Brief = A complete and exact copy of the data below is required.

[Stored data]
□ □ □

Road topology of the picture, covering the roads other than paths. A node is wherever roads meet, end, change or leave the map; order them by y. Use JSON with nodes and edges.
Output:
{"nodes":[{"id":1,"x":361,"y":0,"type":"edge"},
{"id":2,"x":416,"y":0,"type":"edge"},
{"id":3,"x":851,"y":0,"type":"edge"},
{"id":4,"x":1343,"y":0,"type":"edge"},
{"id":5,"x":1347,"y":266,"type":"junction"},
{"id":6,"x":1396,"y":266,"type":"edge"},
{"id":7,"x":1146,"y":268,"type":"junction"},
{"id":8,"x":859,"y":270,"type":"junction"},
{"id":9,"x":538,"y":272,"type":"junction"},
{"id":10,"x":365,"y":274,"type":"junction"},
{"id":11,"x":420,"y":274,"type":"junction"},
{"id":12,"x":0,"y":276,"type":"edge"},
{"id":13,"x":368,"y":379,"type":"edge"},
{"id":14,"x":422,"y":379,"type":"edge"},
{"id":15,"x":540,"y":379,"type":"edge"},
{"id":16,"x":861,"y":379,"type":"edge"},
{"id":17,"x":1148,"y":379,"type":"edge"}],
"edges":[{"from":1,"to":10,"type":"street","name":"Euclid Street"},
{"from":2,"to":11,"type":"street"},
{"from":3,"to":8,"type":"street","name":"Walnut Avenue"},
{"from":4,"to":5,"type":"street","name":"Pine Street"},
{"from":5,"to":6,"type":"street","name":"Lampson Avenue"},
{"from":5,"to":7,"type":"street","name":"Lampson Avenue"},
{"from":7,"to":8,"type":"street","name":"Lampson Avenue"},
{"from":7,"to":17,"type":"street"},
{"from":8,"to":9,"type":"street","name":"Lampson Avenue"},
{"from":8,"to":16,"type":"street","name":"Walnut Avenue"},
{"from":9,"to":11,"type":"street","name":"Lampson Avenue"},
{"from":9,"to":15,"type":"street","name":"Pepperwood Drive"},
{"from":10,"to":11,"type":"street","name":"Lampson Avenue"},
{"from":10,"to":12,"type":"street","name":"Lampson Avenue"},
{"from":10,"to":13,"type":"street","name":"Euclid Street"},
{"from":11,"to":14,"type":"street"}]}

□ □ □

Response to this exercise =
Road topology of the picture, covering the roads other than paths. A node is wherever roads meet, end, change or leave the map; order them by y. Use JSON with nodes and edges.
Output:
{"nodes":[{"id":1,"x":361,"y":0,"type":"edge"},
{"id":2,"x":416,"y":0,"type":"edge"},
{"id":3,"x":851,"y":0,"type":"edge"},
{"id":4,"x":1343,"y":0,"type":"edge"},
{"id":5,"x":1347,"y":266,"type":"junction"},
{"id":6,"x":1396,"y":266,"type":"edge"},
{"id":7,"x":1146,"y":268,"type":"junction"},
{"id":8,"x":859,"y":270,"type":"junction"},
{"id":9,"x":538,"y":272,"type":"junction"},
{"id":10,"x":365,"y":274,"type":"junction"},
{"id":11,"x":420,"y":274,"type":"junction"},
{"id":12,"x":0,"y":276,"type":"edge"},
{"id":13,"x":368,"y":379,"type":"edge"},
{"id":14,"x":422,"y":379,"type":"edge"},
{"id":15,"x":540,"y":379,"type":"edge"},
{"id":16,"x":861,"y":379,"type":"edge"},
{"id":17,"x":1148,"y":379,"type":"edge"}],
"edges":[{"from":1,"to":10,"type":"street","name":"Euclid Street"},
{"from":2,"to":11,"type":"street"},
{"from":3,"to":8,"type":"street","name":"Walnut Avenue"},
{"from":4,"to":5,"type":"street","name":"Pine Street"},
{"from":5,"to":6,"type":"street","name":"Lampson Avenue"},
{"from":5,"to":7,"type":"street","name":"Lampson Avenue"},
{"from":7,"to":8,"type":"street","name":"Lampson Avenue"},
{"from":7,"to":17,"type":"street"},
{"from":8,"to":9,"type":"street","name":"Lampson Avenue"},
{"from":8,"to":16,"type":"street","name":"Walnut Avenue"},
{"from":9,"to":11,"type":"street","name":"Lampson Avenue"},
{"from":9,"to":15,"type":"street","name":"Pepperwood Drive"},
{"from":10,"to":11,"type":"street","name":"Lampson Avenue"},
{"from":10,"to":12,"type":"street","name":"Lampson Avenue"},
{"from":10,"to":13,"type":"street","name":"Euclid Street"},
{"from":11,"to":14,"type":"street"}]}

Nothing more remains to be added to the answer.